Kriegszerstörungen und militärische Zwecke

Im Siebenjährigen Krieg wurde das kursächsische Wittenberg von den Preußen besetzt und 1760 mit einem Bombardement des Reichsheeres belegt. Schloss und Schlosskirche wurden dabei stark beschädigt. Nur notdürftig stellte man danach Teile der Gebäude für Verwaltungszwecke und als Kornspeicher wieder her. Während der Befreiungskriege zogen sich französische Truppen nach Wittenberg zurück und wurden dort 1814 von Truppen des antinapoleonischen Militärbündnisses unter Beschuss genommen. Das Wittenberger Schloss brannte erneut aus. Auf dem Wiener Kongress sprach man den sächsischen Kurkreis mit Wittenberg Preußen zu.
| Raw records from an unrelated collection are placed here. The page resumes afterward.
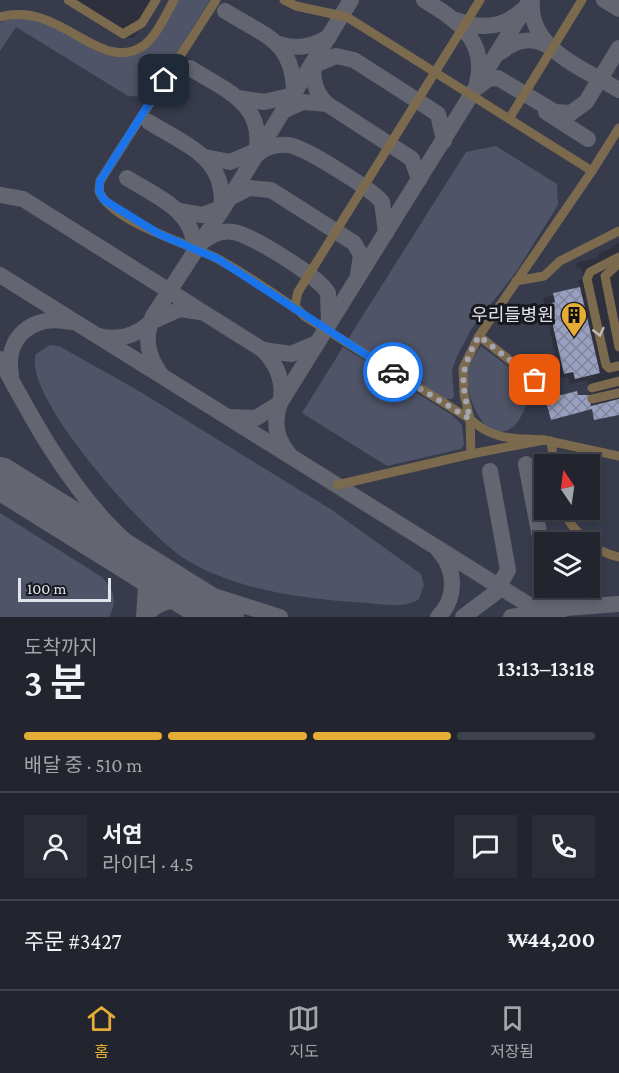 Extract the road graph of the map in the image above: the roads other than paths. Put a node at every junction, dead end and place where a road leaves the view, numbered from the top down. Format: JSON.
{"nodes":[{"id":1,"x":68,"y":0,"type":"edge"},
{"id":2,"x":156,"y":0,"type":"edge"},
{"id":3,"x":174,"y":0,"type":"edge"},
{"id":4,"x":216,"y":0,"type":"edge"},
{"id":5,"x":284,"y":0,"type":"edge"},
{"id":6,"x":480,"y":0,"type":"edge"},
{"id":7,"x":582,"y":0,"type":"edge"},
{"id":8,"x":25,"y":5,"type":"dead end"},
{"id":9,"x":60,"y":15,"type":"dead end"},
{"id":10,"x":0,"y":16,"type":"edge"},
{"id":11,"x":435,"y":73,"type":"junction"},
{"id":12,"x":509,"y":119,"type":"junction"},
{"id":13,"x":619,"y":128,"type":"edge"},
{"id":14,"x":592,"y":171,"type":"junction"},
{"id":15,"x":619,"y":231,"type":"edge"},
{"id":16,"x":619,"y":257,"type":"edge"},
{"id":17,"x":619,"y":264,"type":"edge"},
{"id":18,"x":516,"y":281,"type":"junction"},
{"id":19,"x":297,"y":309,"type":"junction"},
{"id":20,"x":479,"y":336,"type":"junction"},
{"id":21,"x":619,"y":347,"type":"edge"},
{"id":22,"x":619,"y":366,"type":"edge"},
{"id":23,"x":535,"y":380,"type":"dead end"},
{"id":24,"x":619,"y":381,"type":"edge"},
{"id":25,"x":592,"y":388,"type":"dead end"},
{"id":26,"x":619,"y":393,"type":"edge"},
{"id":27,"x":592,"y":399,"type":"dead end"},
{"id":28,"x":470,"y":419,"type":"junction"},
{"id":29,"x":548,"y":441,"type":"junction"},
{"id":30,"x":471,"y":454,"type":"junction"},
{"id":31,"x":551,"y":454,"type":"edge"},
{"id":32,"x":619,"y":456,"type":"edge"},
{"id":33,"x":337,"y":485,"type":"dead end"},
{"id":34,"x":569,"y":520,"type":"edge"},
{"id":35,"x":619,"y":557,"type":"edge"}],
"edges":[{"from":1,"to":2,"type":"street"},
{"from":3,"to":9,"type":"street"},
{"from":4,"to":19,"type":"street"},
{"from":5,"to":11,"type":"street"},
{"from":6,"to":11,"type":"street"},
{"from":7,"to":12,"type":"street"},
{"from":8,"to":10,"type":"street"},
{"from":11,"to":12,"type":"street"},
{"from":11,"to":19,"type":"street"},
{"from":12,"to":14,"type":"street"},
{"from":13,"to":14,"type":"street"},
{"from":14,"to":18,"type":"street"},
{"from":15,"to":18,"type":"street"},
{"from":16,"to":22,"type":"street","one_way":true},
{"from":17,"to":21,"type":"street"},
{"from":18,"to":20,"type":"street"},
{"from":19,"to":28,"type":"street"},
{"from":20,"to":23,"type":"street"},
{"from":20,"to":28,"type":"street"},
{"from":24,"to":25,"type":"street"},
{"from":26,"to":27,"type":"street"},
{"from":28,"to":29,"type":"street"},
{"from":28,"to":30,"type":"street"},
{"from":29,"to":30,"type":"street"},
{"from":29,"to":31,"type":"street"},
{"from":29,"to":32,"type":"street"},
{"from":30,"to":33,"type":"street"},
{"from":34,"to":35,"type":"street"}]}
Die Leucorea wurde mit der Universität in Halle vereinigt, der Standort Wittenberg aufgegeben. Das zerstörte Schloss wurde vom preußischen Militärfiskus übernommen und als Zitadelle aufgebaut. Die historischen Baustrukturen wurden dabei teils beseitigt, teils stark verändert.

Schloss Wittenberg, vor der Sanierung ab 2013
© Thomas Klitzsch

Zivile Nutzungen

Nach dem Ersten Weltkrieg fanden sich neue, nunmehr zivile Nutzungen für das Schloss: Das Stadtarchiv zog hier ein, auch wurden Wohnungen und eine Jugendherberge eingerichtet. In den Jahren 1949 bis 2011 war im Schloss zudem das „Museum für Natur- und Völkerkunde Julius Riemer“ untergebracht. Als im Zuge der Vorbereitungen auf das Reformationsjubiläum 2017 beschlossen wurde, dass Areal um die Schlosskirche und das Schloss umfassend zu sanieren, entwickelte man auch ein neues Nutzungskonzept, das auf die breitere kulturtouristische Erschließung und eine Vitalisierung des ganzen Quartiers zielt.